Es scheint, als gäbe es in Ihrer Werkstatt keinen Platz für die moderne Technik. Stimmt das?
Vor kurzem war ich bei einigen japanischen Handwerkern und Künstlern zu Gast, um ihre Techniken zur Herstellung von „Washi“ zu erlernen, und mir ist bewusst geworden, dass ihr Wissen einen realen Preis hat: ihr unermüdliches, schweißtreibendes Engagement. Diese Künstler lassen lieber bestimmte Kenntnisse der Vergessenheit anheimfallen, als sie digitalen Quellen anzuvertrauen. Unsere Arbeit dient nicht allein dem Kommerz und unserem Lebensunterhalt; es gibt Dinge, die weit mehr zählen und demjenigen, der sich auf diese Reise begibt, alles abverlangen.

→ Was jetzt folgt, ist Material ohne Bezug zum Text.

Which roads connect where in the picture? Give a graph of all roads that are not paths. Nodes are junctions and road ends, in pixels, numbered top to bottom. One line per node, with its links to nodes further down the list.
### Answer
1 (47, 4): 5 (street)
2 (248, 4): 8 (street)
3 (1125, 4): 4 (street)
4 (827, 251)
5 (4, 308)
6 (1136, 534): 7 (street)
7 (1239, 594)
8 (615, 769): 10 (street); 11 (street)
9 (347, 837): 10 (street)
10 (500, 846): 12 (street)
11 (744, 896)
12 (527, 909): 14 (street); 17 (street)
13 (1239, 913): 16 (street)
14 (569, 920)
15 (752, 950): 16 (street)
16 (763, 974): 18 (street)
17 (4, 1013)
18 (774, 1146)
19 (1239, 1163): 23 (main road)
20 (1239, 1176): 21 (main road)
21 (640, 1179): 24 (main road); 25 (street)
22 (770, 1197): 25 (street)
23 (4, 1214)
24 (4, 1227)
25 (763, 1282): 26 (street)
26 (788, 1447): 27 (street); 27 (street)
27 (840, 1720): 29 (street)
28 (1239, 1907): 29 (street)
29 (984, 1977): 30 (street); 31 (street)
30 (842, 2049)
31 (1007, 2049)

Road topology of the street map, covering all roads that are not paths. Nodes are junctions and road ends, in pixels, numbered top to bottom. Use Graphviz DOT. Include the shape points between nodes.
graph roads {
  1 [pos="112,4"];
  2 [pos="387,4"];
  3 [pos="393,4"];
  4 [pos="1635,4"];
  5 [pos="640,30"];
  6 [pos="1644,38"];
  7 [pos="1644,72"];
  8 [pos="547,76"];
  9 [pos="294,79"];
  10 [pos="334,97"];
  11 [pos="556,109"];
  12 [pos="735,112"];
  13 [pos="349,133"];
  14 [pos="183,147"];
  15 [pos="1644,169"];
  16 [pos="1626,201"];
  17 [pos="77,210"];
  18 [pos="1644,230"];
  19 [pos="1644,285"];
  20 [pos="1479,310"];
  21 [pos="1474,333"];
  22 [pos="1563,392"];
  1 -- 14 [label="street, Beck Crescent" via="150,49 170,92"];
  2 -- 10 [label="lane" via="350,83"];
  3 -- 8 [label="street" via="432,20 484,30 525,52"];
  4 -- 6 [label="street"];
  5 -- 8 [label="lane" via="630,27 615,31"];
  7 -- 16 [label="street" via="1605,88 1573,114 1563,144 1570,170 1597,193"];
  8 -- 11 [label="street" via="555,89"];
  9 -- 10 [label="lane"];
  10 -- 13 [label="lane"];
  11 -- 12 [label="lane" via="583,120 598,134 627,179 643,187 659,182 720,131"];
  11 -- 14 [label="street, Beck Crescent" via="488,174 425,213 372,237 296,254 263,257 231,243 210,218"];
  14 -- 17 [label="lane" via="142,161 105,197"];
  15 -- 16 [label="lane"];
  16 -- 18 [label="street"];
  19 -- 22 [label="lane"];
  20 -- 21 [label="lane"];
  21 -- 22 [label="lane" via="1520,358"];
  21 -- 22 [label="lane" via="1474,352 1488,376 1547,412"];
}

Technik kann dieser Handfertigkeit niemals gerecht werden, diese Geschicktheit muss „gelebt“ werden und kann nur mit den Händen erbracht werden. Die Digitaltechnik hat durchaus ihre Daseinsberechtigung, aber die direkte Erfahrung und der Wissenserwerb mit den Sinnen wiegt schwerer. So geht auch das Wort „Ästhetik“ auf das altgriechische Wort für „Wahrnehmung“ zurück und entspricht dem sinnlichen Wahrnehmen der Welt.
Interessieren sich Firmen für das expressive Potenzial dieses so kostbaren Materials?
Italien darf sich seiner außergewöhnlichen Handwerkskunst rühmen, doch oft fehlt die Verbindung mit internationalen Marken, da wir Handwerker dazu tendieren, uns in unserem Elfenbeinturm einzuschließen. Heute lassen sich exquisite Produkte, die als Sammlerstücke auf den Markt gebracht werden, wie nie zuvor über die Einzigartigkeit des Handgemachten vermarkten, auch wenn es sich um ein „serienmäßig“ erstelltes Werk handelt, und aus der ganzen Welt gehen Bestellungen ein.
Zu meinen Kunden gehören Winzer, Bierbrauer, Hersteller von Papierschmuck, Verpackungsunternehmen und Verlage. Insbesondere Letztere sind an meinen essbaren Büchern interessiert, mit denen dem Leser sensorische Erlebnisse verschafft werden. Kein Scherz: Mit den richtigen Gewürzen wird aus einem Zellulosebuch eine leckere Mahlzeit!
Wie verleihen Sie Ihrer künstlerischen Persönlichkeit durch den Kupferstich Ausdruck?
Beim Kupferstich tappt man im Dunkeln, es gibt keinen unmittelbaren Bezug zwischen der Geste und der Qualität des Bilds. Denn das Bild wird in eine Platte eingegraben, die mit Hilfe der Druckpresse spiegelverkehrt gedruckt wird. Die Überprüfung des Erschaffenen erfolgt also erst mit der Druckpresse. Das Kupferstechen stellt den Künstler auf eine harte Probe, es erfordert eine große Überlegtheit und lässt keine Änderungen, kein Überdenken zu. Durch diese Sicherheit ist man in der Lage, ein wohlüberlegtes Bild in die Platte einzugraben, ein Bild, das eine mentale, innere Reise unternommen hat, bevor es in Druck geht.
Woran arbeiten Sie im Moment?
Ich verziere eine Reihe von alten Topf- und Pfannendeckeln mit orientalischen Motiven, die von İznik-Keramik inspiriert sind. Überdies werde ich in Kürze Holzschnitte zum Thema Totentanz erstellen: Hierzu nutze ich eine Technik des 13. Jahrhunderts, bei der die hölzernen Druckstöcke eingefärbt und das Motiv mit Hilfe der Druckpresse auf Papier übertragen wird.